My dad and I went to Cancun together years ago. No real occasion for it. He said he just wanted to take me and we had a blast but what I was reminded of today was how he handled a fast-talking time share salesman. Here's the story:
My dad has been a Baptist preacher for longer than I have been alive but he also volunteered for a while to do a stint as chaplain for the local police department. It's a small town and there wasn't a whole lot of action for a chaplain but my dad was prepared for the action even if none appeared. He had all the accessories, let's just say that. He had hats, jackets, lights, even the gun but he also had a special wallet to hold his big, gold chaplain's badge. Never know when you might need to show your badge and Pop could whip that wallet out and flash that badge with the best of 'em.
So there we are in Cancun, Mexico, just the two of us for some sun and fun and we saw some guy in the hotel lobby giving out information on some fun things to do in Cancun. Through him one could go snorkeling, parasailing, fishing, diving, boating, tours, etc. He said if we just went to a quick orientation we could get a free breakfast and go snorkeling or parasailing for free. Well, we're all about free but Pop asked the guy if they were going to try to sell us anything and the guy assured us they would not. They just wanted to give some information.
We showed up at the place and sure enough, bigger than Dallas, they wanted to sell us timeshare vacation deals at "bargain prices" and all we had to do was listen to their presentation. At the end of the presentation we would not have to buy anything but we would get vouchers for free snorkeling or parasailing. So we tried to sit through it but after an hour or two of listening to this infomercial, we finally got up and left just to save what little time we had there in Cancun.
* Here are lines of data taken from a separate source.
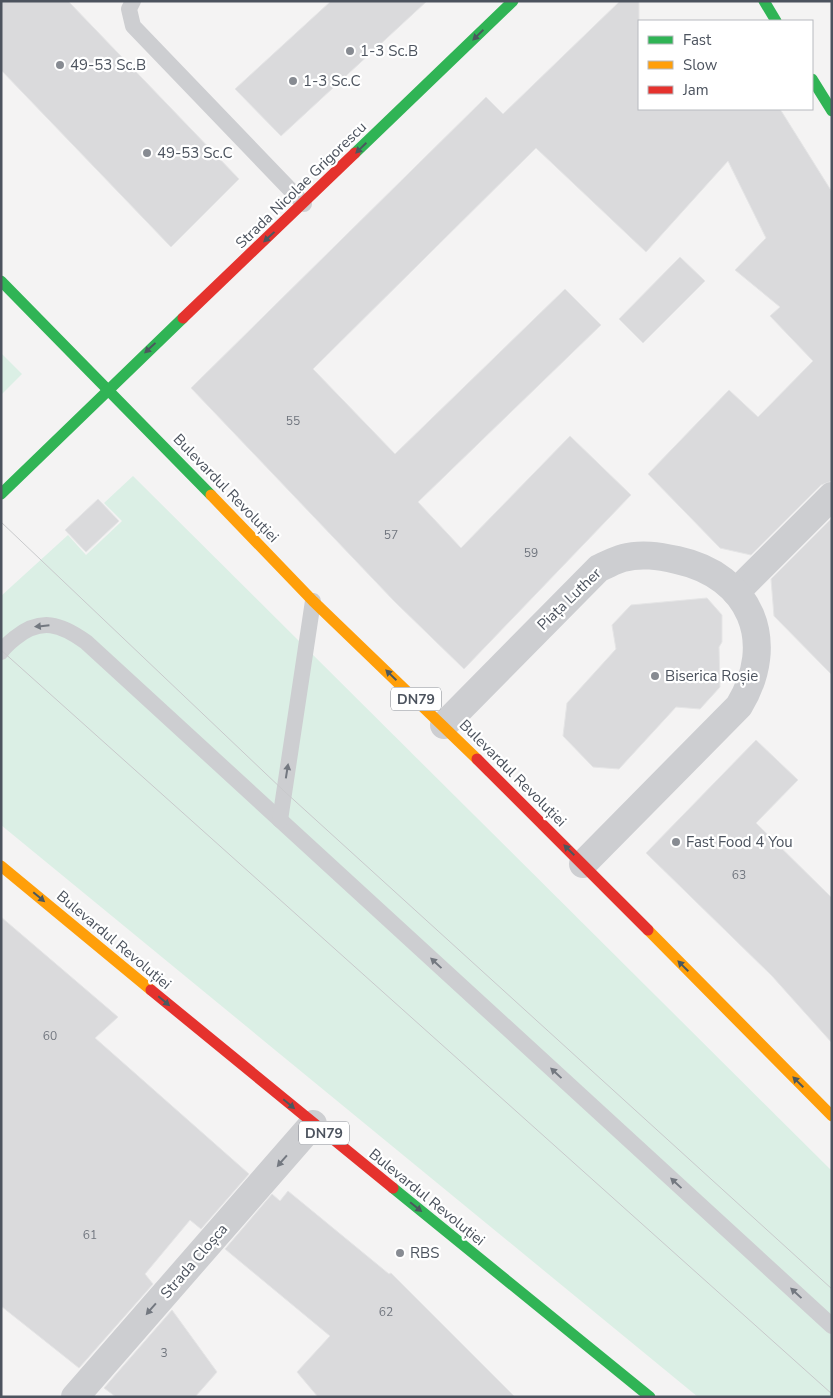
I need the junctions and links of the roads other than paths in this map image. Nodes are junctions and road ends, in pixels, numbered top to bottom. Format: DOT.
graph roads {
  1 [pos="133,1"];
  2 [pos="513,1"];
  3 [pos="764,1"];
  4 [pos="775,20"];
  5 [pos="813,81"];
  6 [pos="832,111"];
  7 [pos="304,204"];
  8 [pos="1,281"];
  9 [pos="109,389"];
  10 [pos="1,494"];
  11 [pos="832,496"];
  12 [pos="736,592"];
  13 [pos="313,601"];
  14 [pos="1,652"];
  15 [pos="444,725"];
  16 [pos="280,820"];
  17 [pos="583,864"];
  18 [pos="1,866"];
  19 [pos="832,1116"];
  20 [pos="313,1124"];
  21 [pos="832,1326"];
  22 [pos="74,1397"];
  23 [pos="650,1397"];
  1 -- 7 [label="lane"];
  2 -- 7 [label="main road, Strada Nicolae Grigorescu, one-way"];
  3 -- 4 [label="main road"];
  5 -- 6 [label="main road"];
  7 -- 9 [label="main road, Strada Nicolae Grigorescu, one-way"];
  8 -- 9 [label="main road, Bulevardul Revoluției / DN79"];
  9 -- 10 [label="main road"];
  9 -- 13 [label="main road, Bulevardul Revoluției / DN79"];
  11 -- 12 [label="street"];
  12 -- 15 [label="street, Piața Luther"];
  12 -- 17 [label="street, Piața Luther"];
  15 -- 13 [label="main road, Bulevardul Revoluției / DN79, one-way"];
  16 -- 13 [label="lane, one-way"];
  16 -- 14 [label="lane, one-way"];
  17 -- 15 [label="main road, Bulevardul Revoluției / DN79, one-way"];
  21 -- 16 [label="lane, one-way"];
  19 -- 17 [label="main road, Bulevardul Revoluției / DN79, one-way"];
  18 -- 20 [label="main road, Bulevardul Revoluției / DN79, one-way"];
  20 -- 22 [label="street, Strada Cloșca, one-way"];
  20 -- 23 [label="main road, Bulevardul Revoluției / DN79, one-way"];
}
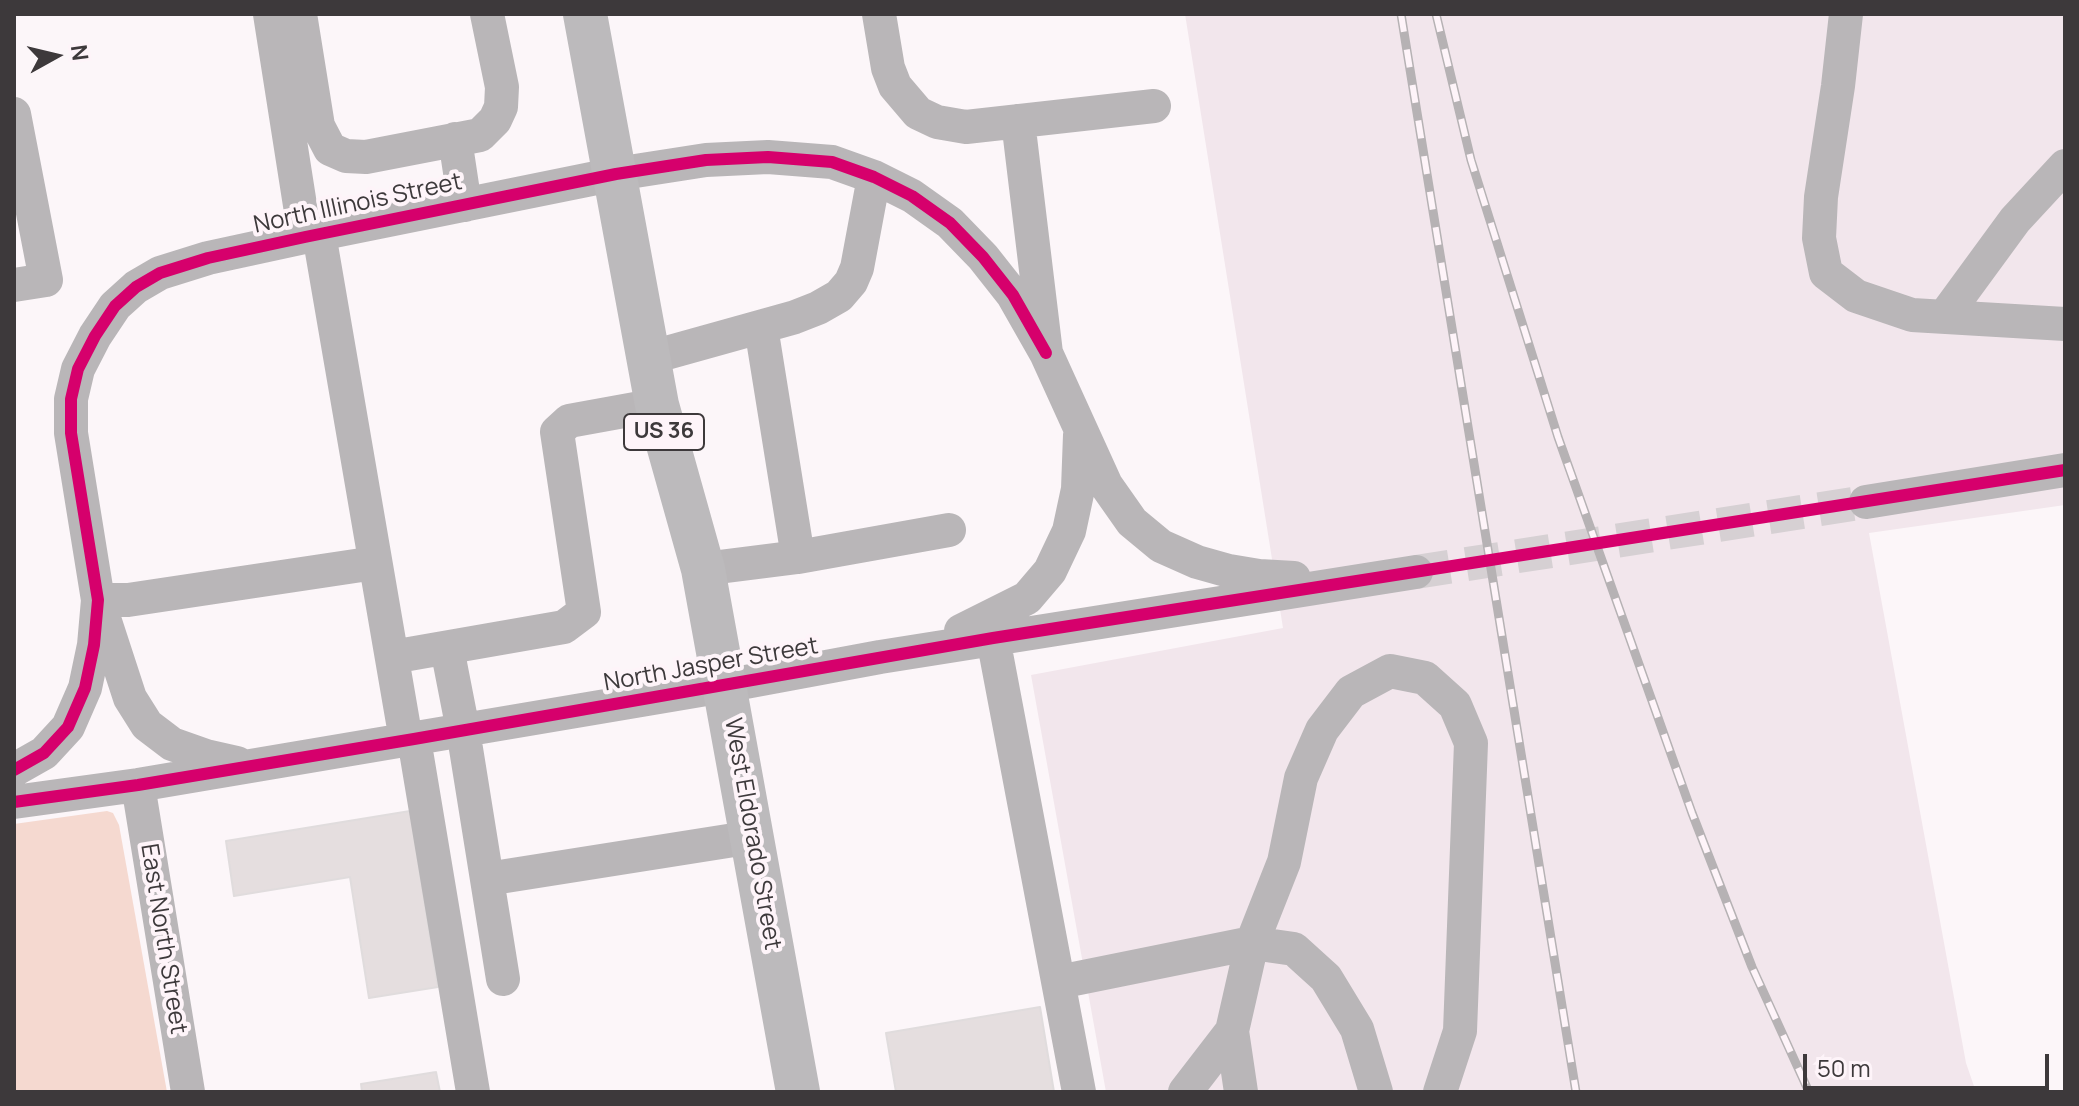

Later on that day we just happened to go into a mall not far from the hotel and there was the original salesman in a kiosk in the mall selling those timeshares. Pop marches up to him and asks him about the lie he told us about not trying to sell us anything. The guy recognizes us and starts to try to say something but before he could get it out Pop reaches in his pocket and pulls out the special wallet, flips it open like he has seen on TV too many times and flashes the big, gold chaplain's badge at the startled Mexican.
"In my country you would be arrested for business practices like that! Who do you think you are telling us a lie and trying to deceive us into buying a timeshare? That's illegal where I come from..." and Pop continued to tell the guy what he thought about him and his business. "I think you ought to go to jail for such behavior!" He looked at me and I tried not to laugh and just nodded. Pop didn't let up.
He griped at the scared Mexican salesman for a minute or two and the man got so intimidated and nervous he couldn't hand over vouchers quick enough. He wound up giving us vouchers for free parasailing and snorkeling and he even threw in a t-shirt just to make the mad American policia go away! Pop never said he was law enforcement but evidently "Chaplain" does not translate well when flashed on a badge for half a second and if that was his impression, oh well! We enjoyed the trip even more as we parasailed and snorkeled and laughed the whole time and Pop still cracks up when we talk about it. So, happy Father's Day, Pop. Good times! And remember, "Just act like you know what you're doing".